Task to carry out: Using the listing below, show all lines that hold the word "Fernandes".

==== The data ====

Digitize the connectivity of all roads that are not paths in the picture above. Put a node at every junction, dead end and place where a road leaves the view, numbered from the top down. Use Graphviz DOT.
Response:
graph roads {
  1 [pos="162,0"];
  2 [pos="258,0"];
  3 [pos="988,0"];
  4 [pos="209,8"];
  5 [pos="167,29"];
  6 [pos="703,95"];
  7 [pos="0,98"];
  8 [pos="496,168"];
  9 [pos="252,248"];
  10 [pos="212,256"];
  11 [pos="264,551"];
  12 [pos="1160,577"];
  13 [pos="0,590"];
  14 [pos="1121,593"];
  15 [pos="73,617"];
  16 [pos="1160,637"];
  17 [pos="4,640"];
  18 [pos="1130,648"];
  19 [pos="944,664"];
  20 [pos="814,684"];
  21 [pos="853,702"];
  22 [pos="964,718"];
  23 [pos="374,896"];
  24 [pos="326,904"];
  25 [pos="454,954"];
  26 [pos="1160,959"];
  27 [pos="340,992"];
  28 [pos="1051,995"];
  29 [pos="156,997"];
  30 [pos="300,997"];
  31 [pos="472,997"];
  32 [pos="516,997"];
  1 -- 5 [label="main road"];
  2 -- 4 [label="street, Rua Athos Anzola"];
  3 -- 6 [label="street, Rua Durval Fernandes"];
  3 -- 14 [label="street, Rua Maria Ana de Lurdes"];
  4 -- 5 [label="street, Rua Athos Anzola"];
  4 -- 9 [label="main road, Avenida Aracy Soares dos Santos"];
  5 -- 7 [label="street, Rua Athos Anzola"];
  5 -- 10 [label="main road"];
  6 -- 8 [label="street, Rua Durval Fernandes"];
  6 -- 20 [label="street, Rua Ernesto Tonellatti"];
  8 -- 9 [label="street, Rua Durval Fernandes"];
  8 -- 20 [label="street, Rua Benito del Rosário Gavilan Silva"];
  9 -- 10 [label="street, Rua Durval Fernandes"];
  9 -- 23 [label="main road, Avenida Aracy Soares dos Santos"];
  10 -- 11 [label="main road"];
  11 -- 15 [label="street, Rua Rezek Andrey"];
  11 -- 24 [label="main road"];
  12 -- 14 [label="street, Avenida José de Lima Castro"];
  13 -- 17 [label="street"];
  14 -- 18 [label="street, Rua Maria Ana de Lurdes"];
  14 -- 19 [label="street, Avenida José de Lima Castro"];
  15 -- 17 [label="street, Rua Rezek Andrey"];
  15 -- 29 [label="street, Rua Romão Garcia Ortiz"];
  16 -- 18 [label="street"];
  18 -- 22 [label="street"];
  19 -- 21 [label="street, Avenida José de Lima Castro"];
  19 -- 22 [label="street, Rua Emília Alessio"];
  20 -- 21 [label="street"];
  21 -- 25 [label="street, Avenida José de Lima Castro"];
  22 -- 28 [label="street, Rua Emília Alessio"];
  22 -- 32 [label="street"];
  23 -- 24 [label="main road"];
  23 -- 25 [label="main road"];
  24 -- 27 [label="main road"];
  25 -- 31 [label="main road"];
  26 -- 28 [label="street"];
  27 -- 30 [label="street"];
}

====

Written reply:
  3 -- 6 [label="street, Rua Durval Fernandes"];
  6 -- 8 [label="street, Rua Durval Fernandes"];
  8 -- 9 [label="street, Rua Durval Fernandes"];
  9 -- 10 [label="street, Rua Durval Fernandes"];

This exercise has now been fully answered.